Sea como sea, queda la sensación de un flujo continuo. De Ozu a Naruse pasando por Kore-Eda. Todo el cine nipón, el grande (sólo faltaría citar a Kenji Mizoguchi), se da cita en la película. Dice el propio director que Still Walking nació de una necesidad muy personal. “En los últimos seis años, perdí a mis dos padres. Sentía que les debía algo”. Cuenta que parte de su historia está dentro de la película. “Recuerdo perfectamente un día en el que fui a tocar a mi madre y ella me rechazó. Culturalmente, el contacto físico, incluso entre madre e hijo, está prohibido”, comenta. Y, de hecho, la última escena de la película se resuelve según el dictado de ese recuerdo necesariamente íntimo. Pero la necesidad y la sensación de deuda va mucho más allá de la anécdota biográfica. Es el propio cine clásico japonés el que ejerce de padre del director. Y el hijo, claro está, se revuelve contra el peso de semejante paternidad.
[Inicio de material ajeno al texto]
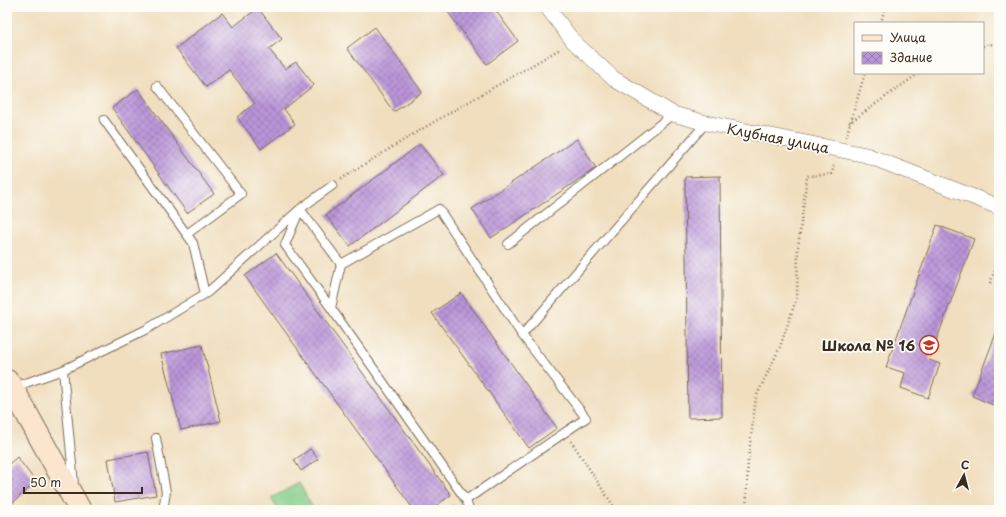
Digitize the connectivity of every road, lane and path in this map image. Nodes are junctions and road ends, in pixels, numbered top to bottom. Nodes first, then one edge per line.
1 (547, 7) edge
2 (885, 7) edge
3 (881, 22) edge
4 (573, 42) junction
5 (999, 43) edge
6 (984, 46) edge
7 (865, 74) edge
8 (919, 74) edge
9 (157, 86) dead end
10 (673, 114) junction
11 (104, 120) dead end
12 (849, 123) junction
13 (706, 124) junction
14 (840, 149) junction
15 (333, 185) joint
16 (999, 207) edge
17 (300, 209) junction
18 (187, 234) junction
19 (508, 244) dead end
20 (999, 260) edge
21 (341, 264) junction
22 (990, 283) dead end
23 (205, 294) junction
24 (331, 308) junction
25 (522, 335) junction
26 (63, 370) junction
27 (10, 384) edge
28 (565, 432) junction
29 (156, 438) dead end
30 (466, 500) junction
31 (78, 505) edge
32 (163, 510) edge
33 (469, 510) edge
34 (616, 510) edge
35 (746, 510) edge

1 - 4 street, Клубная улица
2 - 3 path
4 - 10 street, Клубная улица
4 - 15 path
5 - 6 path
7 - 12 path
8 - 12 path
9 - 18 lane
10 - 13 street, Клубная улица
10 - 19 lane
11 - 18 lane
12 - 14 path
13 - 14 street, Клубная улица
13 - 25 lane
14 - 16 street, Клубная улица
14 - 35 path
15 - 17 lane
17 - 21 lane
17 - 23 lane
17 - 24 lane
18 - 23 lane
20 - 22 path
21 - 24 lane
21 - 25 lane
23 - 26 lane
24 - 30 lane
25 - 28 lane
26 - 27 lane
26 - 31 lane
27 - 31 street
28 - 30 lane
28 - 34 path
29 - 32 lane
30 - 33 lane

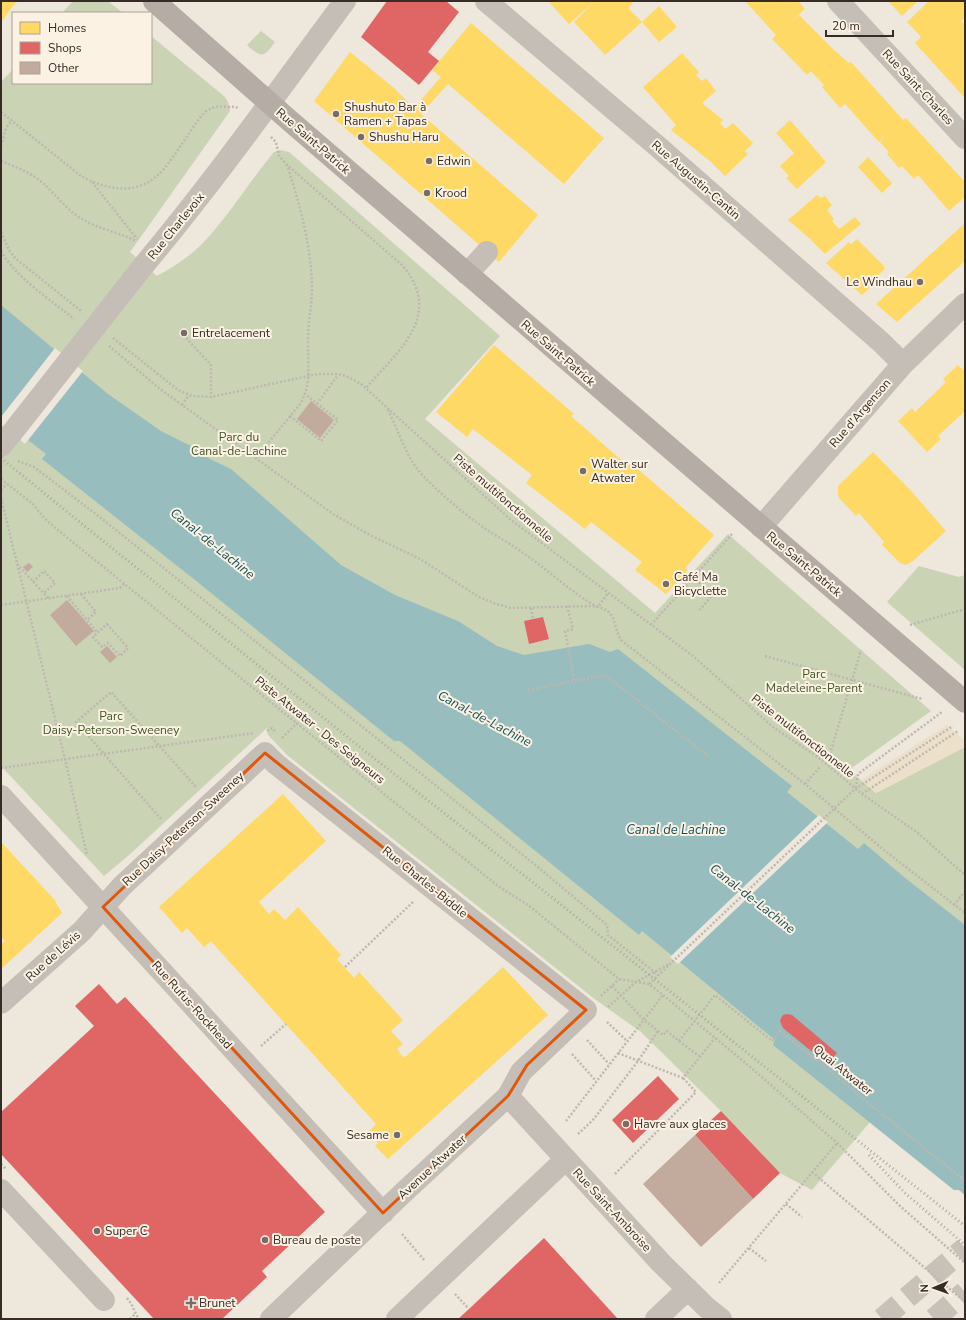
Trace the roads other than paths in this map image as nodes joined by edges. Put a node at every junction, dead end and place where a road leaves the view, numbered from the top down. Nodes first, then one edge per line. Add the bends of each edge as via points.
1 (154, 1) edge
2 (344, 1) edge
3 (486, 1) edge
4 (838, 1) edge
5 (269, 103) junction
6 (965, 138) edge
7 (487, 252) dead end
8 (467, 274) junction
9 (965, 304) edge
10 (903, 364) junction
11 (6, 440) edge
12 (761, 527) junction
13 (965, 702) edge
14 (264, 740) joint
15 (1, 796) edge
16 (103, 907) junction
17 (1, 1003) edge
18 (596, 1006) joint
19 (508, 1096) junction
20 (566, 1159) junction
21 (1, 1190) edge
22 (383, 1213) junction
23 (688, 1289) junction
24 (104, 1300) dead end
25 (271, 1319) edge
26 (397, 1319) edge
27 (656, 1319) edge
28 (721, 1319) edge

1 - 5 main road, Rue Saint-Patrick
2 - 5 street, Rue Charlevoix
3 - 10 street, Rue Augustin-Cantin via 686,171
4 - 6 street, Rue Saint-Charles
5 - 8 main road, Rue Saint-Patrick
5 - 11 street, Rue Charlevoix, bridge via 170,234
7 - 8 street
8 - 12 main road, Rue Saint-Patrick
9 - 10 street, Rue d'Argenson
10 - 12 street, Rue d'Argenson
12 - 13 main road, Rue Saint-Patrick
14 - 16 street, Rue Daisy-Peterson-Sweeney
14 - 18 street, Rue Charles-Biddle via 276,764
15 - 16 street, Rue Rufus-Rockhead
16 - 17 street, Rue de Lévis via 82,930
16 - 22 street, Rue Rufus-Rockhead
18 - 19 street, Avenue Atwater via 520,1072
19 - 20 street, Rue Saint-Ambroise
19 - 22 street, Avenue Atwater
20 - 23 street, Rue Saint-Ambroise
20 - 26 street
21 - 24 street
22 - 25 street, Avenue Atwater
23 - 27 street
23 - 28 street, Rue Saint-Ambroise

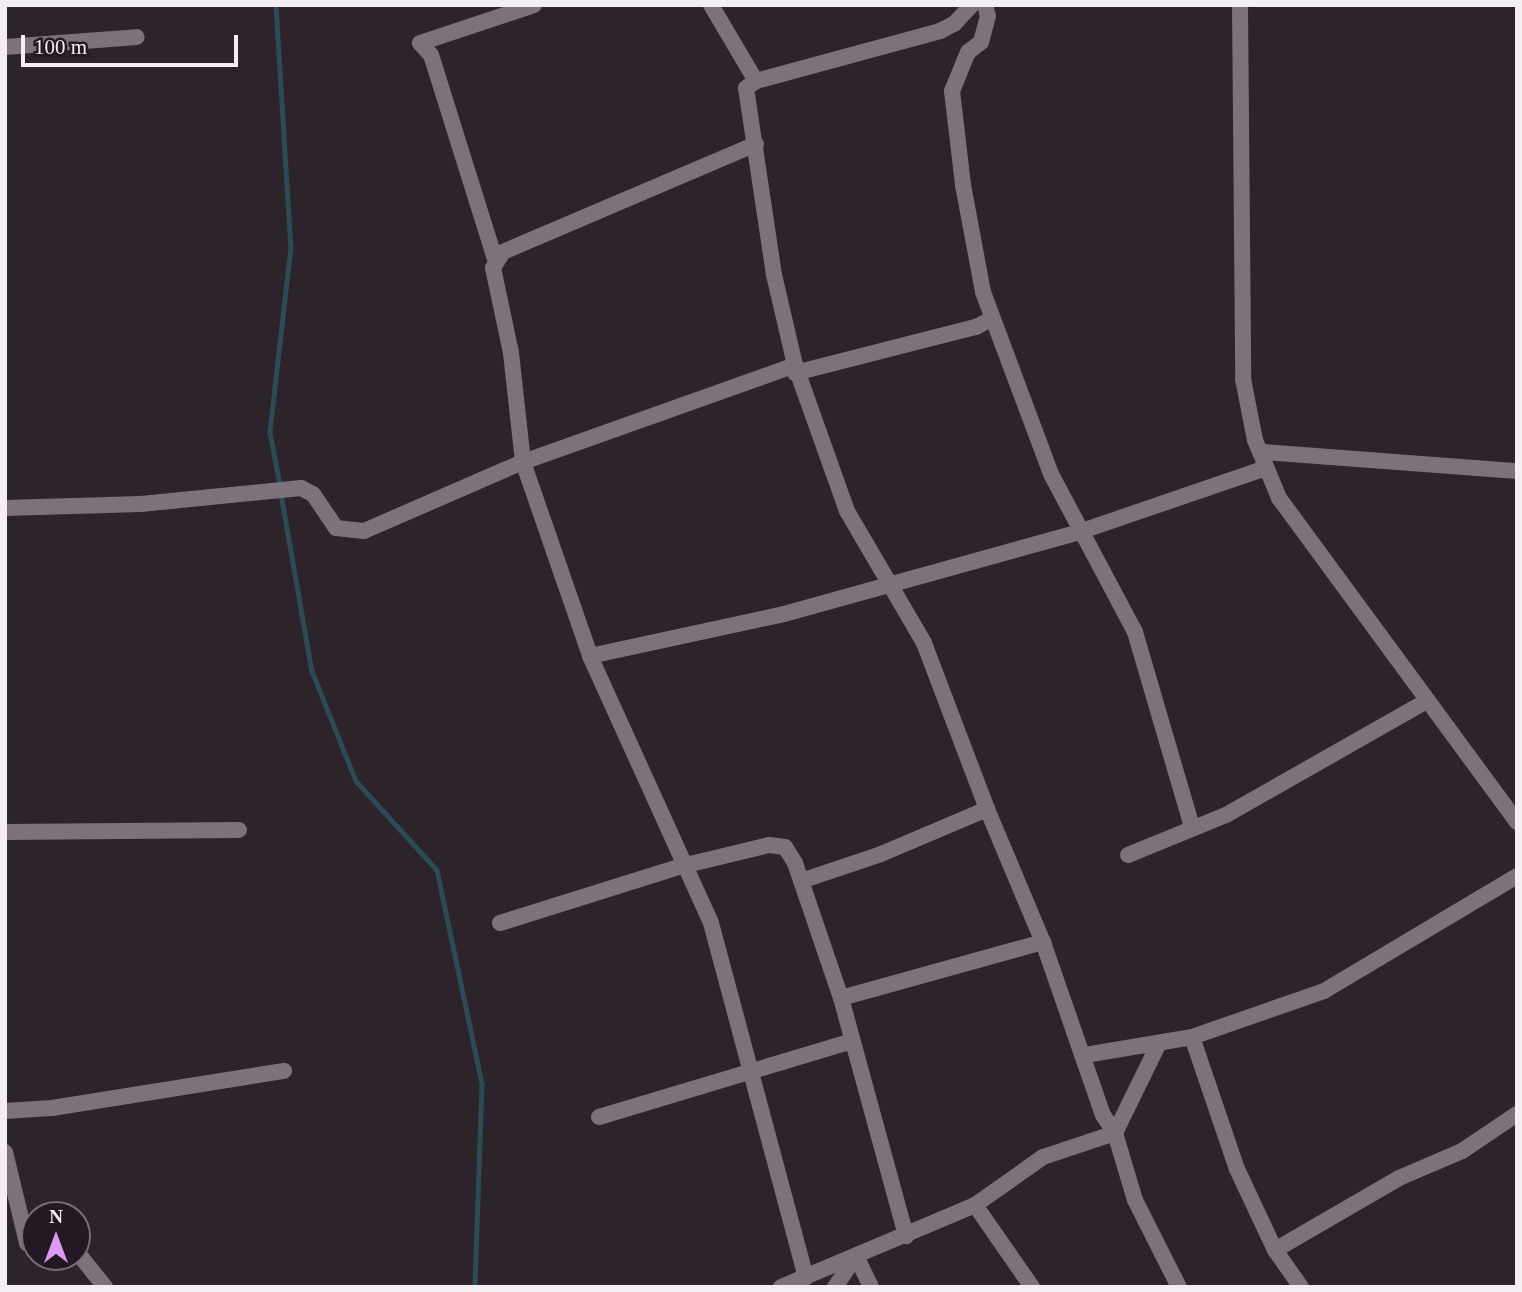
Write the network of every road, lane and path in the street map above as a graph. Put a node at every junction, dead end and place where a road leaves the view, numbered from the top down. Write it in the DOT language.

La filmografía entera de Kore-Eda se alimenta de esta pulsión: rechazo y aceptación. Dos actitudes ejercidas siempre de forma apasionada. En Hana (2006), su película anterior, el director se alejaba del Japón contemporáneo para proponer una película de samuráis ambientada a principios del siglo XVIII. Eso sí, heterodoxa y voraz. En ella, la última tradición, visceral y violenta, encarnada por nombres como los de Kitano o Yamada era pulverizada en una suerte de fábula pacifista de espadas, bullicio y, aquí la novedad, cobardes. La película no es otra cosa que un sentido elogio de la cobardía. Esta vez el contestado, a la vez que asimilado, es el propio Mizoguchi con la inestimable colaboración del propio Akira Kurosawa.

Pero, y más allá de referencias clásicas, de donde realmente se alimenta el cine de Kore-Eda es del documental, del Japón a fecha de hoy. En los trabajos, casi reportajes, para televisión enaltecidos por su mirada es donde se curtió antes de dar el salto a la gran pantalla.

Borges y el perdón

En Distance (2001) hurga en la herida abierta de los familiares de los suicidas de una secta de fanáticos, y en Nadie sabe (2004) acude a las páginas de los periódicos para dar con la historia de unos niños abandonados. “En los últimos diez años, Japón ha cambiado mucho. Antes un hombre trabajaba en una empresa toda la vida. Esa era su familia. Tiempo atrás, la mayor parte de los japoneses pertenecían a la clase media. Hoy en día, las diferencias de clase se han vuelto abismales y todo se ha transformado de una manera trágica”, dice.

Kore-Eda no oculta que busca saldar deudas y, ya puestos, acercar posturas. De un lado, su propia familia, el cine clásico japonés y la imagen de la utopía del Estado del bienestar que surgió tras la Segunda Guerra Mundial; del otro, la necesidad de reformular la tradición, la sociedad fracturada y las nuevas formas de expresión. Y en medio, Kore-Eda empeñado en un necesario ajuste de cuentas. ¿Venganza o perdón del pasado? Vuelta a Borges: “La venganza no es menos vanidosa y ridícula que el perdón”.